[KO Validated] Sonic Hedgehog (Shh) Rabbit Polyclonal Antibody (CAB18020)
The KO Validated SHH Rabbit Polyclonal Antibody (CAB18020). This antibody is specifically designed for research involving the Sonic Hedgehog (SHH) protein, a key player in embryonic development and cell differentiation processes. Raised in rabbits, this antibody exhibits high reactivity with samples from knockout (KO) experiments, ensuring accurate and reliable results. Validated for use in various applications, including Western blotting, the SHH antibody binds specifically to the SHH protein, enabling precise detection and analysis in different cell types.The SHH protein is known for its pivotal role in regulating cell growth, patterning, and organ development, making it a crucial target for studies in developmental biology, cancer research, and regenerative medicine.

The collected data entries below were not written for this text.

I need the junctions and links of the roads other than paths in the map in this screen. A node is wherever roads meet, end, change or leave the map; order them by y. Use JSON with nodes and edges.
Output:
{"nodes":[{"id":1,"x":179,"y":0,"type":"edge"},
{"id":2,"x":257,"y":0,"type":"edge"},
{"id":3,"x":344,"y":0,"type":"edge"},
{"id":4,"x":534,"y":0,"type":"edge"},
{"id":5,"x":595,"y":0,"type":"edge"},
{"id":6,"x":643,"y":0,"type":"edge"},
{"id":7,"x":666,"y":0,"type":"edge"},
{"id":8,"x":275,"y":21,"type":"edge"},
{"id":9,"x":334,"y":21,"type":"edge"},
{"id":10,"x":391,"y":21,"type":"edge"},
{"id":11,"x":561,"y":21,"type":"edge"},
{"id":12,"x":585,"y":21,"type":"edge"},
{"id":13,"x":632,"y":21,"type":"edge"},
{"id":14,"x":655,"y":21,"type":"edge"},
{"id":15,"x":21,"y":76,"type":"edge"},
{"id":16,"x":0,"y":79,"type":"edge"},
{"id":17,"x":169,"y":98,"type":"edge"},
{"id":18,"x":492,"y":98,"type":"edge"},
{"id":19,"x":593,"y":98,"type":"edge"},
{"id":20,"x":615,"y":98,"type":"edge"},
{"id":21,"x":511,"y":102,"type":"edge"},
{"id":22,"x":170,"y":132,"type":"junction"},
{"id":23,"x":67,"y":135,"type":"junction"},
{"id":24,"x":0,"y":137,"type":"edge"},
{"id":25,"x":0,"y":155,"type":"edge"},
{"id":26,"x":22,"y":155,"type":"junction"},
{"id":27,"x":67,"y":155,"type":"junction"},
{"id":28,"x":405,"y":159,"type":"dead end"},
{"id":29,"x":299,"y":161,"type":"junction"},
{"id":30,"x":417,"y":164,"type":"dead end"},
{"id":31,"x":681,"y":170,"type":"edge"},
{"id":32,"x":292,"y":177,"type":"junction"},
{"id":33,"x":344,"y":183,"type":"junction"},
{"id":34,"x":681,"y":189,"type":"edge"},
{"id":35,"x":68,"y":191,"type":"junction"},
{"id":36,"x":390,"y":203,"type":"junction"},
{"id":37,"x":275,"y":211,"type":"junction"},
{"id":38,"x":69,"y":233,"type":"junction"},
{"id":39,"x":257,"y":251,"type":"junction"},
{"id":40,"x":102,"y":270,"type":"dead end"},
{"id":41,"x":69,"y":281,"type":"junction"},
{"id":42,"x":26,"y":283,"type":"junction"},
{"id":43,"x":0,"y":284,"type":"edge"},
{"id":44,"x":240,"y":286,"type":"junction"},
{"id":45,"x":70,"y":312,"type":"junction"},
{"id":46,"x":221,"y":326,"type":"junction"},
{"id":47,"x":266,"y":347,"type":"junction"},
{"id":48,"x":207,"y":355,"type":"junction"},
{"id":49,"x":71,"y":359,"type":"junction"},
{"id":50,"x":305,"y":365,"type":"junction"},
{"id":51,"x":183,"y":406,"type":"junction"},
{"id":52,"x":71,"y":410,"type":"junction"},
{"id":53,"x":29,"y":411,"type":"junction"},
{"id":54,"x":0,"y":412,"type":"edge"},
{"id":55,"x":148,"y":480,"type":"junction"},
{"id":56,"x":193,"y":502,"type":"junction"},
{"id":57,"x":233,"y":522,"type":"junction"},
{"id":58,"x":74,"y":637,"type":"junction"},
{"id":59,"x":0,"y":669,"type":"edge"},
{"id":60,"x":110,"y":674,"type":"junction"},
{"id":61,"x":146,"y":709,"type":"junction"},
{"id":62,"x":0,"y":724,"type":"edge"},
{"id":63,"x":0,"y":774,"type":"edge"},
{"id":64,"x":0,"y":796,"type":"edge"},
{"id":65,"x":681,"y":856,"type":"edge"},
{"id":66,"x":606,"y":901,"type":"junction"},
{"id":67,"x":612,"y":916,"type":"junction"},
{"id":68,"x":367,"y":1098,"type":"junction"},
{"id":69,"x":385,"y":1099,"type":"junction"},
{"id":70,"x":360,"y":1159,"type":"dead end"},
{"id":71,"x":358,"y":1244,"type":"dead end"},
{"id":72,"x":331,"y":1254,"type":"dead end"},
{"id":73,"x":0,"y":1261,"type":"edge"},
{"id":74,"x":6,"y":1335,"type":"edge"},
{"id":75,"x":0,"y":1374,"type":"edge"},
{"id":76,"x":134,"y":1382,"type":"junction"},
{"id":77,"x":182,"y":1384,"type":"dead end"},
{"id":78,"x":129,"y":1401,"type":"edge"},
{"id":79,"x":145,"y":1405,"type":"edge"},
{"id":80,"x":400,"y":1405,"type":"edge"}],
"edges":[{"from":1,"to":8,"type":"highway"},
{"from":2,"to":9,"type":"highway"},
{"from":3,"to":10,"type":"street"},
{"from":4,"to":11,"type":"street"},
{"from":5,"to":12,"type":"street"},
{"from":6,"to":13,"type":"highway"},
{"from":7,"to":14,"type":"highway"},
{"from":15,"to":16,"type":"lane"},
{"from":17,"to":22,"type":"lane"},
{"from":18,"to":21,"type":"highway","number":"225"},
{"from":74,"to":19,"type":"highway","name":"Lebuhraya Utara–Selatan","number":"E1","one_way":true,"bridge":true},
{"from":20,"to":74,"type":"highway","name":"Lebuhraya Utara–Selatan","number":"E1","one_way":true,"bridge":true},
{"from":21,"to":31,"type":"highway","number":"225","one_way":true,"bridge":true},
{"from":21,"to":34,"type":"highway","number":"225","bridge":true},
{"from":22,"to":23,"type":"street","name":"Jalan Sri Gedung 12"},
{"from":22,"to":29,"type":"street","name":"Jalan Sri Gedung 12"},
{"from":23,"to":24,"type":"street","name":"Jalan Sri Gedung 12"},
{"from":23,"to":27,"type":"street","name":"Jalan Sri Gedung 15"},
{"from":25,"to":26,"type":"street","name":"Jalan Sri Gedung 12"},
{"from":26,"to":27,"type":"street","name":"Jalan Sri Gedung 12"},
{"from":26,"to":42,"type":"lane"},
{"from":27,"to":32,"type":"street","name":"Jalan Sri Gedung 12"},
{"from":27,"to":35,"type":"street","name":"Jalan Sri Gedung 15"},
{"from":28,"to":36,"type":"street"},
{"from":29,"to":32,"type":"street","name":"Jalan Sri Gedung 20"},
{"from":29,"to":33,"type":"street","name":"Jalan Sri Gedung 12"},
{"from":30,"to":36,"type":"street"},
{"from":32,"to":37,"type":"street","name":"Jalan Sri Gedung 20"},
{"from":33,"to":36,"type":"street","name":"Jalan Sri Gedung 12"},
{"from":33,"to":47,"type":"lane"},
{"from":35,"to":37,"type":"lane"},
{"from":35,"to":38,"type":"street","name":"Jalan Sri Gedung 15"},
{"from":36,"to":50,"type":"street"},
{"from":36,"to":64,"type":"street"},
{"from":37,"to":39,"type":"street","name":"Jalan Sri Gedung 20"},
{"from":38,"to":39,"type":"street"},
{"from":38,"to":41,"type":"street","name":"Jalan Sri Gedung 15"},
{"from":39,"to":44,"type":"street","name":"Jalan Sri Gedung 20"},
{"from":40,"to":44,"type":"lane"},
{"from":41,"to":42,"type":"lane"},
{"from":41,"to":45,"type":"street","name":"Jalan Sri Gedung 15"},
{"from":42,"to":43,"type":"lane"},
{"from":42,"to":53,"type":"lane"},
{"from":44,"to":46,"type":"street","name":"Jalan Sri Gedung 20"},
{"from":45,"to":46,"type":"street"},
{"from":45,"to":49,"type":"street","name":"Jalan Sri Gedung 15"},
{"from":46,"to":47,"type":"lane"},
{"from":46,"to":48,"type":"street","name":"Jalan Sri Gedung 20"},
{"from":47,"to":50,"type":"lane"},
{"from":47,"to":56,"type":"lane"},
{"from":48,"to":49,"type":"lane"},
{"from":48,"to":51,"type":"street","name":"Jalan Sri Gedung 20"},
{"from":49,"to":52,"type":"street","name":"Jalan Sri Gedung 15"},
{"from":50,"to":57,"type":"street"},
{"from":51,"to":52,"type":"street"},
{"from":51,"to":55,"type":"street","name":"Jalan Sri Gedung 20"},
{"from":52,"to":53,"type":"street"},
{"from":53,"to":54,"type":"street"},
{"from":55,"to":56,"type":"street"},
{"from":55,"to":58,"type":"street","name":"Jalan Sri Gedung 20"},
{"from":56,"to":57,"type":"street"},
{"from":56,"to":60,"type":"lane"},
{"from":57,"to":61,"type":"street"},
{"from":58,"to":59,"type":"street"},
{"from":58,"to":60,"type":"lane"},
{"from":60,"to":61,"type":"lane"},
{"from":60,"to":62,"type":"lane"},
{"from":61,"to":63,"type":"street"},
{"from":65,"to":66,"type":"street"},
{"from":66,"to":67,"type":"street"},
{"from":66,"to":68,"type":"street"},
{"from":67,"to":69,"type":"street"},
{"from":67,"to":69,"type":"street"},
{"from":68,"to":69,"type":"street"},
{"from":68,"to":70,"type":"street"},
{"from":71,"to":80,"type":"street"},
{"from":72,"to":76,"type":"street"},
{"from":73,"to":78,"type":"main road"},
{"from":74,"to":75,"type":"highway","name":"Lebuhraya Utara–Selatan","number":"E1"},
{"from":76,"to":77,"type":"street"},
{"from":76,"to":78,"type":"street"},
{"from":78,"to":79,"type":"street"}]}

Understanding the mechanisms by which SHH functions can provide insights into various diseases and aid in the development of targeted therapies.Overall, the KO Validated SHH Rabbit Polyclonal Antibody (CAB18020) offers a valuable tool for researchers interested in unraveling the complex functions of the SHH protein and its implications in various biological processes and diseases.
Product Name:
[KO Validated] Sonic Hedgehog (Shh) Rabbit Polyclonal Antibody
SKU:
CAB18020
Size:
20uL, 100uL
Isotype:
IgG
Host Species:
Rabbit
Reactivity:
Human
Immunogen:
A synthetic peptide corresponding to a sequence within amino acids 231-330 of human Sonic Hedgehog (Shh) (NP_000184.1).
This gene encodes a protein that is instrumental in patterning the early embryo. It has been implicated as the key inductive signal in patterning of the ventral neural tube, the anterior-posterior limb axis, and the ventral somites. Of three human proteins showing sequence and functional similarity to the sonic hedgehog protein of Drosophila, this protein is the most similar. The protein is made as a precursor that is autocatalytically cleaved; the N-terminal portion is soluble and contains the signalling activity while the C-terminal portion is involved in precursor processing. More importantly, the C-terminal product covalently attaches a cholesterol moiety to the N-terminal product, restricting the N-terminal product to the cell surface and preventing it from freely diffusing throughout the developing embryo. Defects in this protein or in its signalling pathway are a cause of holoprosencephaly (HPE), a disorder in which the developing forebrain fails to correctly separate into right and left hemispheres. HPE is manifested by facial deformities. It is also thought that mutations in this gene or in its signalling pathway may be responsible for VACTERL syndrome, which is characterized by vertebral defects, anal atresia, tracheoesophageal fistula with esophageal atresia, radial and renal dysplasia, cardiac anomalies, and limb abnormalities. Additionally, mutations in a long range enhancer located approximately 1 megabase upstream of this gene disrupt limb patterning and can result in preaxial polydactyly.
Purification Method:
Affinity purification
Gene ID:
6469
Storage Buffer:
Store at -20℃. Avoid freeze / thaw cycles.Buffer: PBS with 0.01% thimerosal,50% glycerol,pH7.3.
Western blot analysis of lysates from wild type (WT) and Sonic Hedgehog (Sonic Hedgehog (Shh)) knockout (KO) HeLa cells, using [KO Validated] Sonic Hedgehog (Shh) Rabbit pAb (CAB18020) at 1:1000 dilution.Secondary antibody: HRP Goat Anti-Rabbit IgG (H+L) (CABS014) at 1:10000 dilution.Lysates/proteins: 25μg per lane.Blocking buffer: 3% nonfat dry milk in TBST.Detection: ECL Basic Kit (AbGn00020).Exposure time: 10s.